In larger, well-to-do homes, the dining room doors were kept closed to heighten visitors' suspense about the table being readied on the other side. At the appointed moment, and with the maximum amount of pomp and drama, the doors were flung open to reveal the evening's main event. Visitors confronted with pineapple-topped food displays felt particularly honored by a hostess who obviously spared no expense to ensure her guests' dining pleasure.
In this manner, the fruit which was the visual keystone of the feast naturally came to symbolize the high spirits of the social events themselves; the image of the pineapple coming to express the sense of welcome, good cheer, human warmth and family affection inherent to such gracious home gatherings.

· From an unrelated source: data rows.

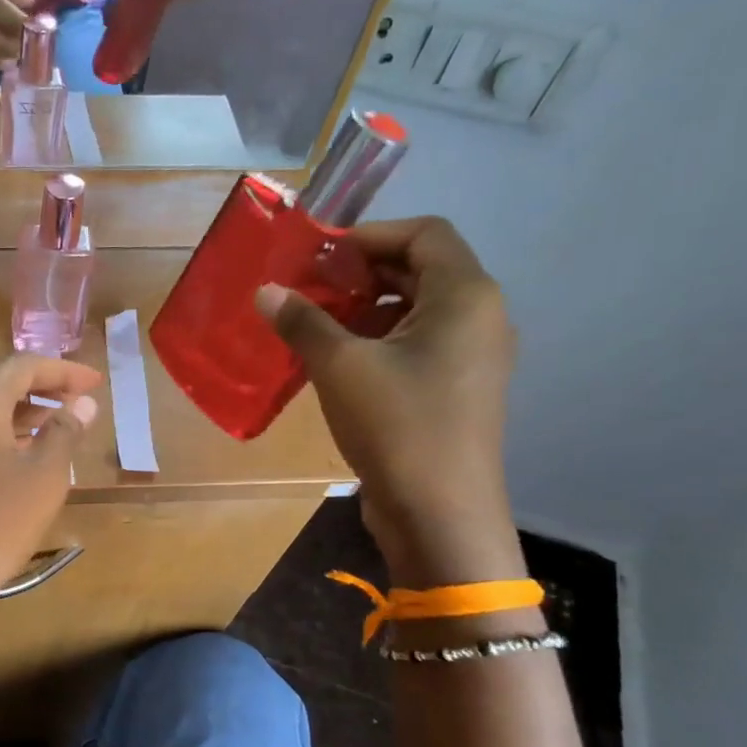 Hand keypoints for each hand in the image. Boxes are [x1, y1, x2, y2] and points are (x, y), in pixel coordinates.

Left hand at [0, 354, 101, 634]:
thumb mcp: (44, 475)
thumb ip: (65, 430)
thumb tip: (83, 404)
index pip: (23, 364)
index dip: (64, 370)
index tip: (96, 383)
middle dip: (38, 379)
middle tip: (74, 396)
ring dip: (19, 403)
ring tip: (58, 420)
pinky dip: (0, 425)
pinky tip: (25, 447)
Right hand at [255, 217, 516, 572]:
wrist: (439, 513)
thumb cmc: (397, 426)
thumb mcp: (340, 367)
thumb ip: (303, 321)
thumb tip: (266, 290)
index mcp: (466, 295)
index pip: (424, 233)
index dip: (368, 235)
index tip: (318, 256)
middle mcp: (481, 317)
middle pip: (421, 269)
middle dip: (362, 273)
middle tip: (308, 290)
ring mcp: (473, 357)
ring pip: (416, 310)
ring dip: (365, 309)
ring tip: (314, 327)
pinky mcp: (457, 389)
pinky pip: (417, 345)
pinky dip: (378, 341)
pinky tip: (336, 364) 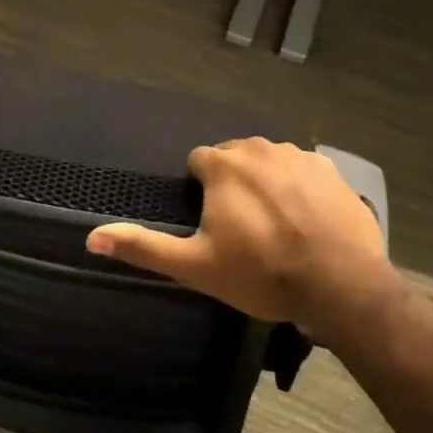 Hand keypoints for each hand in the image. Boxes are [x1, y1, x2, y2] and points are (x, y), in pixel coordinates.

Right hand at [87, 138, 396, 332]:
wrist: (340, 284)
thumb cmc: (261, 273)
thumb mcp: (195, 266)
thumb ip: (144, 247)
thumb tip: (91, 237)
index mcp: (223, 166)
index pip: (199, 161)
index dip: (202, 191)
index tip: (213, 222)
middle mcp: (258, 148)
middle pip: (235, 158)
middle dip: (234, 184)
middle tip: (244, 228)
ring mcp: (299, 155)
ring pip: (270, 161)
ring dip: (267, 183)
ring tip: (277, 225)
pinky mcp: (331, 169)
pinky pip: (304, 170)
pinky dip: (301, 187)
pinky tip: (308, 220) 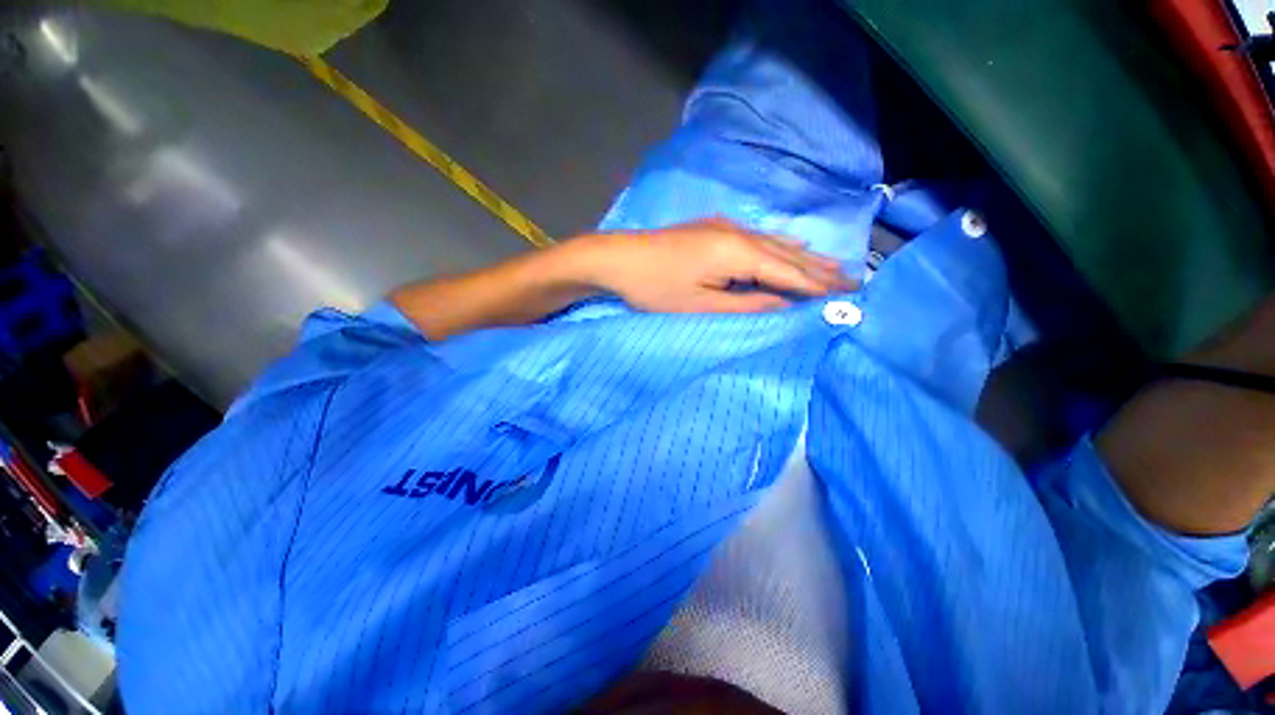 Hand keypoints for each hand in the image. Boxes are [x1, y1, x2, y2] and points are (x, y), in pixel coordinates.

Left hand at [577, 218, 853, 312]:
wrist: (620, 258)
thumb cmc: (656, 289)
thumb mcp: (701, 305)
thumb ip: (746, 303)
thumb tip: (785, 304)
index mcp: (739, 253)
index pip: (789, 273)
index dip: (818, 286)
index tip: (849, 295)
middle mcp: (741, 233)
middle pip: (789, 254)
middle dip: (821, 269)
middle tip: (855, 279)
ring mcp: (728, 226)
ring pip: (776, 243)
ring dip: (805, 256)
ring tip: (834, 266)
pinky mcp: (716, 228)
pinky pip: (760, 237)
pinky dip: (781, 246)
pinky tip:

Whimsical pineapple shapes and interpretations became a ubiquitous form for "fun" food creations and general table decorations throughout the 1700 and 1800s. There were pineapple-shaped cakes, pineapple-shaped gelatine molds, candies pressed out like small pineapples, pineapples molded of gum and sugar, pineapples made of creamed ice, cookies cut like pineapples and pineapple shapes created by arrangements of other fruits. There were also ceramic bowls formed like pineapples, fruit and sweet trays incorporating pineapple designs, and pineapple pitchers, cups and even candelabras.
During the last century, the art of food display centered around the pineapple has faded to a quaint craft now largely associated with the making of certain kinds of Christmas decorations. These holiday fabrications are one of the few vestiges of an era when all life literally revolved around the dining room table; a less complicated era that left us the enduring icon of the colonial pineapple, a truly American fruit symbolizing our founding society's abiding commitment to hospitality as well as its fondest memories of families, friends and good times.